(Required action):
Please give a word-for-word repeat of the line containing "index dip: (227, 96)" and all lines that come after it in the entries below, ending at the last line.

(Limb landmark coordinates)
>>

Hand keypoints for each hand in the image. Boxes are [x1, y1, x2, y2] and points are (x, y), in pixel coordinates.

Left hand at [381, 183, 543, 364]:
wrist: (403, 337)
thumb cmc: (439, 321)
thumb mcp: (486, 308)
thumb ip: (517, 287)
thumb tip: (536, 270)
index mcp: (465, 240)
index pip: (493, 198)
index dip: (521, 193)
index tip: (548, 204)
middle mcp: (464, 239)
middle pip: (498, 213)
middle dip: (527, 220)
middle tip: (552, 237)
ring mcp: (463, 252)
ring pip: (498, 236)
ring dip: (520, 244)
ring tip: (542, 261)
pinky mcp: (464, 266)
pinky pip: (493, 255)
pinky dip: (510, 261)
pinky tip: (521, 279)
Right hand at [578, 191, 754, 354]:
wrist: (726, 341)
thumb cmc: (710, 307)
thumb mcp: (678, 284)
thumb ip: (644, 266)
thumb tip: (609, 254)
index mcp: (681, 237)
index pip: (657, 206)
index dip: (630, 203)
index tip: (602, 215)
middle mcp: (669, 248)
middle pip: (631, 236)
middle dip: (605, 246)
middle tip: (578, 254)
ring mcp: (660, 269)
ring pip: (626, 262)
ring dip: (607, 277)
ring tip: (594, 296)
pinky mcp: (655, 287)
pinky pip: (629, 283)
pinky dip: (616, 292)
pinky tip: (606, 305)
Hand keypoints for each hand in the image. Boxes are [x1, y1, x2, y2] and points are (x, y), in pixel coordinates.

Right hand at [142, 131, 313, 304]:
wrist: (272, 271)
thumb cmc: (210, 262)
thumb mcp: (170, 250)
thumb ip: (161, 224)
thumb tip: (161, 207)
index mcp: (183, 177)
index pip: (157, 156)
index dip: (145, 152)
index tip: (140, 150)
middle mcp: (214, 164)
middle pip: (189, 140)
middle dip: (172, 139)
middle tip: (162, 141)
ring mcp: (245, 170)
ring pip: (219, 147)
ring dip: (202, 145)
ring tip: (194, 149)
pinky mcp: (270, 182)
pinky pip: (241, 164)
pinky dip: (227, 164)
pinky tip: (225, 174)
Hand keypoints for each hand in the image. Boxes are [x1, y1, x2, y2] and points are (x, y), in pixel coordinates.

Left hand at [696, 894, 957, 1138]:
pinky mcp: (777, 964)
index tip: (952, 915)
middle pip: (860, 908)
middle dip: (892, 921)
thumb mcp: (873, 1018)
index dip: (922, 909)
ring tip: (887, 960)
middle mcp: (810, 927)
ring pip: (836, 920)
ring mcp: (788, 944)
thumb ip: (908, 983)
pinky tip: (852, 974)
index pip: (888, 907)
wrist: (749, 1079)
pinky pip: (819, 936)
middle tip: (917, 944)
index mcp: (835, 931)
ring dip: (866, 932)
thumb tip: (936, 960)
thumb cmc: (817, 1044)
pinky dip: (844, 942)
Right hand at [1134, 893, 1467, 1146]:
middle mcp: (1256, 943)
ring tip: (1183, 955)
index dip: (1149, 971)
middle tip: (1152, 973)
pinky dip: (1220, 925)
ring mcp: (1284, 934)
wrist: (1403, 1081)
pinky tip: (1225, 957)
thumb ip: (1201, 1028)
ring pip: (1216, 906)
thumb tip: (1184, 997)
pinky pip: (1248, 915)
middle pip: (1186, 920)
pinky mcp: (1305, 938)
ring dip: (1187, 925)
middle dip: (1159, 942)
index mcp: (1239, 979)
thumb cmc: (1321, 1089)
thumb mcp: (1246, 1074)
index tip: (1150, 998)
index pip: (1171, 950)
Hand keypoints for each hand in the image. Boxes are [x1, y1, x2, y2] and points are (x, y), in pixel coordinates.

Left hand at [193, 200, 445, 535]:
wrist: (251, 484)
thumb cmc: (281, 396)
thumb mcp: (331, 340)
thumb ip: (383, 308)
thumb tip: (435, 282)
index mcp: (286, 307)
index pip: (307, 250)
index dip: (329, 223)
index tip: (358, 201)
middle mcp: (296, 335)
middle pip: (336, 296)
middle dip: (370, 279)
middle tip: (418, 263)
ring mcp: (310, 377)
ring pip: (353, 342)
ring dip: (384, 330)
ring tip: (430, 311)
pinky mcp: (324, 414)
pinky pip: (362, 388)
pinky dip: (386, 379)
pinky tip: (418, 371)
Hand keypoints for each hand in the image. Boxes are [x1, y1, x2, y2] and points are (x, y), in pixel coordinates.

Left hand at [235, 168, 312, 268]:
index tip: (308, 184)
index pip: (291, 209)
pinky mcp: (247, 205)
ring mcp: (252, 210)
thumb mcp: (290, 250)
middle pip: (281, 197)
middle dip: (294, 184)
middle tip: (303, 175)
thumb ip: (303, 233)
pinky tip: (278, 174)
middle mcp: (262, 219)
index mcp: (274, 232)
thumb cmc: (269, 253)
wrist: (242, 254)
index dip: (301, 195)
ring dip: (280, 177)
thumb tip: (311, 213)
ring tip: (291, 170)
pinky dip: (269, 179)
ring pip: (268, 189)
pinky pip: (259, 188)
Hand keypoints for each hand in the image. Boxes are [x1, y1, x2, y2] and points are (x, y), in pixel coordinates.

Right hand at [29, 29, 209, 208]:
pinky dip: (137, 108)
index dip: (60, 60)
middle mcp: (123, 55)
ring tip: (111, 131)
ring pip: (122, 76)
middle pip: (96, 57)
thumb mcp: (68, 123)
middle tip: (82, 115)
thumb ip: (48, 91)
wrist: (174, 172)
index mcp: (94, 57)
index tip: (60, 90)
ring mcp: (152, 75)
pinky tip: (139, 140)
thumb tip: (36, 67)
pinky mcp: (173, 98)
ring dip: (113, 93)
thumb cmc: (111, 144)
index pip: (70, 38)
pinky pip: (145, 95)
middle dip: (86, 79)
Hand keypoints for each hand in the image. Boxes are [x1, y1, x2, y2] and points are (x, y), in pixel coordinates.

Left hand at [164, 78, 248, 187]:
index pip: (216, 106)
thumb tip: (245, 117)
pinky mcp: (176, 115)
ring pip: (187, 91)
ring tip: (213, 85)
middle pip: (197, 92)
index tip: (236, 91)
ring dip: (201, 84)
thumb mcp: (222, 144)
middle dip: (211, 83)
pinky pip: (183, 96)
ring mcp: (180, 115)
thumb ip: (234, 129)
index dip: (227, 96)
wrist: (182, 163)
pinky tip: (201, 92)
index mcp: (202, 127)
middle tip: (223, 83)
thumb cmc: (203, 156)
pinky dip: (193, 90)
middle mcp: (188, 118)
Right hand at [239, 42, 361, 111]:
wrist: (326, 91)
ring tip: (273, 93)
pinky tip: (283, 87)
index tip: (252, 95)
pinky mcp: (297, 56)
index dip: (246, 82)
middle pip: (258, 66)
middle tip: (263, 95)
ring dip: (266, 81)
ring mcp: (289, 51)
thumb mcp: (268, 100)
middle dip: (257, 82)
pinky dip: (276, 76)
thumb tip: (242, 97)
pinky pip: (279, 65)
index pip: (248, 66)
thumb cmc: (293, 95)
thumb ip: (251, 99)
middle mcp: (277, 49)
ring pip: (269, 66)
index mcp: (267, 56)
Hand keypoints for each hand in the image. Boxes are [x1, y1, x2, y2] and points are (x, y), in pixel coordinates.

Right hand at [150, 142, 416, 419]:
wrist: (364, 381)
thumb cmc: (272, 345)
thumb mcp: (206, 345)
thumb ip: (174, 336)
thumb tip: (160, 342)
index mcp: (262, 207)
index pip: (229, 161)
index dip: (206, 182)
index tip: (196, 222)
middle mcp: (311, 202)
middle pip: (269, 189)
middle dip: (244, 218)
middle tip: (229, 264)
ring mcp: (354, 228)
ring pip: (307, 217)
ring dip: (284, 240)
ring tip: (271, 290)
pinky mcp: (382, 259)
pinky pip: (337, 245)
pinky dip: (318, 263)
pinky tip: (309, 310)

<<

(Finished exercise):
index dip: (227, 96)
wrist: (182, 163)
pinky tip: (201, 92)
index mcp: (202, 127)
middle tip: (223, 83)
thumb cmc: (203, 156)
pinky dip: (193, 90)
middle mcp: (188, 118)
Right hand at [239, 42, 361, 111]:
wrist: (326, 91)
ring tip: (273, 93)
pinky tip: (283, 87)
index tip: (252, 95)
pinky mcp: (297, 56)
index dip: (246, 82)
middle pip: (258, 66)
middle tip: (263, 95)
ring dip: (266, 81)
ring mcp: (289, 51)
thumb mcp: (268, 100)
middle dip: (257, 82)
pinky dip: (276, 76)
thumb tip: (242, 97)
pinky pip: (279, 65)
index pip: (248, 66)
thumb cmc: (293, 95)
thumb ip: (251, 99)
middle mcp: (277, 49)
ring pip: (269, 66)
index mcp: (267, 56)
Hand keypoints for each hand in the image. Boxes are [x1, y1, x2, y2] and points are (x, y), in pixel coordinates.

Right hand at [150, 142, 416, 419]:
wrist: (364, 381)
thumb cmc: (272, 345)
thumb mcp: (206, 345)
thumb ip: (174, 336)
thumb tip: (160, 342)
index mcp: (262, 207)
index pip: (229, 161)
index dip: (206, 182)
index tip: (196, 222)
middle mcp: (311, 202)
middle pip: (269, 189)
middle dip: (244, 218)
middle tip: (229, 264)
ring mcp: (354, 228)
ring pip: (307, 217)
ring dip: (284, 240)
ring tip: (271, 290)
pinky mcp: (382, 259)
pinky pip: (337, 245)
pinky dip: (318, 263)
pinky tip: (309, 310)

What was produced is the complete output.